Saved data entries:
-----

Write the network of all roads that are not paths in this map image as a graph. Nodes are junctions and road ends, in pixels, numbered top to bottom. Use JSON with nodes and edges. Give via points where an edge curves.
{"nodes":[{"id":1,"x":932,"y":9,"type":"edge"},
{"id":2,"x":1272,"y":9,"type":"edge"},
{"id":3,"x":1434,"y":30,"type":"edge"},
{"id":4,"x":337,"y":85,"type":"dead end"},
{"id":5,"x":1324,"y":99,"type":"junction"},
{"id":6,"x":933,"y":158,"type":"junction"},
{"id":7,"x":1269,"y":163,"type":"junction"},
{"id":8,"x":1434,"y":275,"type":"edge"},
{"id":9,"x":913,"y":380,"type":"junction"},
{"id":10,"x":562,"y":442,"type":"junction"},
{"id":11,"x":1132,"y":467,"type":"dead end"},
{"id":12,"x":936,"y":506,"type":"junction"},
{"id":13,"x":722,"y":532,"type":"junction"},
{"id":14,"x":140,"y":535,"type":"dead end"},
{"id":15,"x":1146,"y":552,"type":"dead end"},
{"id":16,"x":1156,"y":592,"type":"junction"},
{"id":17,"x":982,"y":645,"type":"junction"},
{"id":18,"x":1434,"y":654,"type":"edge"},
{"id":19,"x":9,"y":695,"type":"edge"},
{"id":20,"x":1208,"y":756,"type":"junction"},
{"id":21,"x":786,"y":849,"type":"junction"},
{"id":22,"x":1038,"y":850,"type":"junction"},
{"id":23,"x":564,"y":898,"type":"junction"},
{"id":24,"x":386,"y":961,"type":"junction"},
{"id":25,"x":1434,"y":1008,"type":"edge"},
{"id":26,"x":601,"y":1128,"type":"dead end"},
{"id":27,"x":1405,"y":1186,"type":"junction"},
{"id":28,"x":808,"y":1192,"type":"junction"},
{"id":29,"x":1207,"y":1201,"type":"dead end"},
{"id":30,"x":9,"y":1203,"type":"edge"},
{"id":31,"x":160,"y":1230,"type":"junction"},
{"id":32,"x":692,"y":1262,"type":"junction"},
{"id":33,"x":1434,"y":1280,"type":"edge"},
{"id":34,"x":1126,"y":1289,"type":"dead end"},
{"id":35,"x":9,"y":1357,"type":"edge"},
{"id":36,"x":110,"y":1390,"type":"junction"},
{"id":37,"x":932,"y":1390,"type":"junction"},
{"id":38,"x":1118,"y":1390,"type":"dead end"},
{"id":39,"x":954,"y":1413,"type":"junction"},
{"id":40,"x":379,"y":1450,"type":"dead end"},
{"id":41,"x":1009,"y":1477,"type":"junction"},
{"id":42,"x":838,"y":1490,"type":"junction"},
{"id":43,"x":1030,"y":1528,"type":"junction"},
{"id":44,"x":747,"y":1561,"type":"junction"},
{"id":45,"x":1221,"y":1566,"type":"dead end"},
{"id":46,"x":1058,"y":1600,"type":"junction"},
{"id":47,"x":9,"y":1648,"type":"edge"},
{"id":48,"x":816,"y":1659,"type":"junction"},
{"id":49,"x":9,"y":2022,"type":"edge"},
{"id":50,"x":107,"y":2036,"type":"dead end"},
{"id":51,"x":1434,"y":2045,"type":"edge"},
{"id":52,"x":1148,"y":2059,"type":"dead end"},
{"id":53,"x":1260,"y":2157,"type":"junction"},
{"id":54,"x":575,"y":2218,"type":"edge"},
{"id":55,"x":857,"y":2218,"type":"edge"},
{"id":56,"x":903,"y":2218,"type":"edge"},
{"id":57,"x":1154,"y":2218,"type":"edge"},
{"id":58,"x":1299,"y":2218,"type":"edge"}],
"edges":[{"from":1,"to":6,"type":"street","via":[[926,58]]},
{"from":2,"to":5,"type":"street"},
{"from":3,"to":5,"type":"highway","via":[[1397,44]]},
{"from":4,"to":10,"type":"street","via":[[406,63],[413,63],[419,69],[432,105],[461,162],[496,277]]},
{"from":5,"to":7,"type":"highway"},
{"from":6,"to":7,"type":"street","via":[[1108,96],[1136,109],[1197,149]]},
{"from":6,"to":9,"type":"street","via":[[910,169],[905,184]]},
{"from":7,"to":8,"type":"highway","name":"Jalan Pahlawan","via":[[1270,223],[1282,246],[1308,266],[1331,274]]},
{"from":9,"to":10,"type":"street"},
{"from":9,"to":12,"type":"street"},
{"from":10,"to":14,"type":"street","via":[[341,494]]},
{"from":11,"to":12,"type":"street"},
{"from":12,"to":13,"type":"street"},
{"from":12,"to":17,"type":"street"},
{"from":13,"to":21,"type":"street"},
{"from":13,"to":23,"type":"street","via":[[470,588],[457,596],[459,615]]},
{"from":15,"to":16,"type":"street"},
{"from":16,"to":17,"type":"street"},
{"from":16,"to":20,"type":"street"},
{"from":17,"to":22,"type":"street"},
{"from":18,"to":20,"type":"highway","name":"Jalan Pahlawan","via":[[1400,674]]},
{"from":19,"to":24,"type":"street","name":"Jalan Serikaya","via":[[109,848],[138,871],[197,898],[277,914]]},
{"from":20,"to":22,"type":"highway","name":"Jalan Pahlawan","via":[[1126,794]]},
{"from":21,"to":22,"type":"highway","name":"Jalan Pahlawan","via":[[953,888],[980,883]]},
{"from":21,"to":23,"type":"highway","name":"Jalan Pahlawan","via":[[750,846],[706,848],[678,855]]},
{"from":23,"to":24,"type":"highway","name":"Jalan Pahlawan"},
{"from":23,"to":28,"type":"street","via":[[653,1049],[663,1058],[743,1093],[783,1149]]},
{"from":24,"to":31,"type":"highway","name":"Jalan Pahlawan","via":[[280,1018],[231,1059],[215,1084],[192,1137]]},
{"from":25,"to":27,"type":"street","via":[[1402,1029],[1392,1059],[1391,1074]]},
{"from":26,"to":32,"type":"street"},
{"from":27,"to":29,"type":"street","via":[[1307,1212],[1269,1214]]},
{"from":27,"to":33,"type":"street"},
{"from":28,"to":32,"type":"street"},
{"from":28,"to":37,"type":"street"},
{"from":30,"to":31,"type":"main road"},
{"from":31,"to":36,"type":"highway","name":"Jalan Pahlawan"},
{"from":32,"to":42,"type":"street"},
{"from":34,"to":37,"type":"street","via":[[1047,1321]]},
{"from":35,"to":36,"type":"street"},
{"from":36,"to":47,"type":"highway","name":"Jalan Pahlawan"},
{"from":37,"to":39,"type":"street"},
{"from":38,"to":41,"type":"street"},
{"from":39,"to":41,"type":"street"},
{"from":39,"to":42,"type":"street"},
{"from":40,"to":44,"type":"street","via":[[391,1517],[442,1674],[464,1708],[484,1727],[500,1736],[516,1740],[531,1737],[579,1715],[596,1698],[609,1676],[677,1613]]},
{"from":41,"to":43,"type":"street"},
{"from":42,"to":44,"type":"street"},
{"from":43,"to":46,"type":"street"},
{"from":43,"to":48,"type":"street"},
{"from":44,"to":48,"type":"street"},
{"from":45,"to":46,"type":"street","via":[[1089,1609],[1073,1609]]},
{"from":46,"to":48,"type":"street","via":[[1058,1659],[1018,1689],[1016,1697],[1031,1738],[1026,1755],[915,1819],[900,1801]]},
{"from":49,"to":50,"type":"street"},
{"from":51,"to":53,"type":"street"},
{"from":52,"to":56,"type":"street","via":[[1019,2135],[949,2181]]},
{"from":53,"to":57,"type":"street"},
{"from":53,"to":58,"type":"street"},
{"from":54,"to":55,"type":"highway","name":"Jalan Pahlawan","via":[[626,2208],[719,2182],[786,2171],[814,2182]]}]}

-----

• _WORK TO COMPLETE_
Where in the entries above does the word "highway" appear? Copy each line that has it.

• _EXERCISE RESULT_
{"from":3,"to":5,"type":"highway","via":[[1397,44]]},
{"from":5,"to":7,"type":"highway"},
{"from":7,"to":8,"type":"highway","name":"Jalan Pahlawan","via":[[1270,223],[1282,246],[1308,266],[1331,274]]},
{"from":18,"to":20,"type":"highway","name":"Jalan Pahlawan","via":[[1400,674]]},
{"from":20,"to":22,"type":"highway","name":"Jalan Pahlawan","via":[[1126,794]]},
{"from":21,"to":22,"type":"highway","name":"Jalan Pahlawan","via":[[953,888],[980,883]]},
{"from":21,"to":23,"type":"highway","name":"Jalan Pahlawan","via":[[750,846],[706,848],[678,855]]},
{"from":23,"to":24,"type":"highway","name":"Jalan Pahlawan"},
{"from":24,"to":31,"type":"highway","name":"Jalan Pahlawan","via":[[280,1018],[231,1059],[215,1084],[192,1137]]},
{"from":31,"to":36,"type":"highway","name":"Jalan Pahlawan"},
{"from":36,"to":47,"type":"highway","name":"Jalan Pahlawan"},
{"from":54,"to":55,"type":"highway","name":"Jalan Pahlawan","via":[[626,2208],[719,2182],[786,2171],[814,2182]]}]}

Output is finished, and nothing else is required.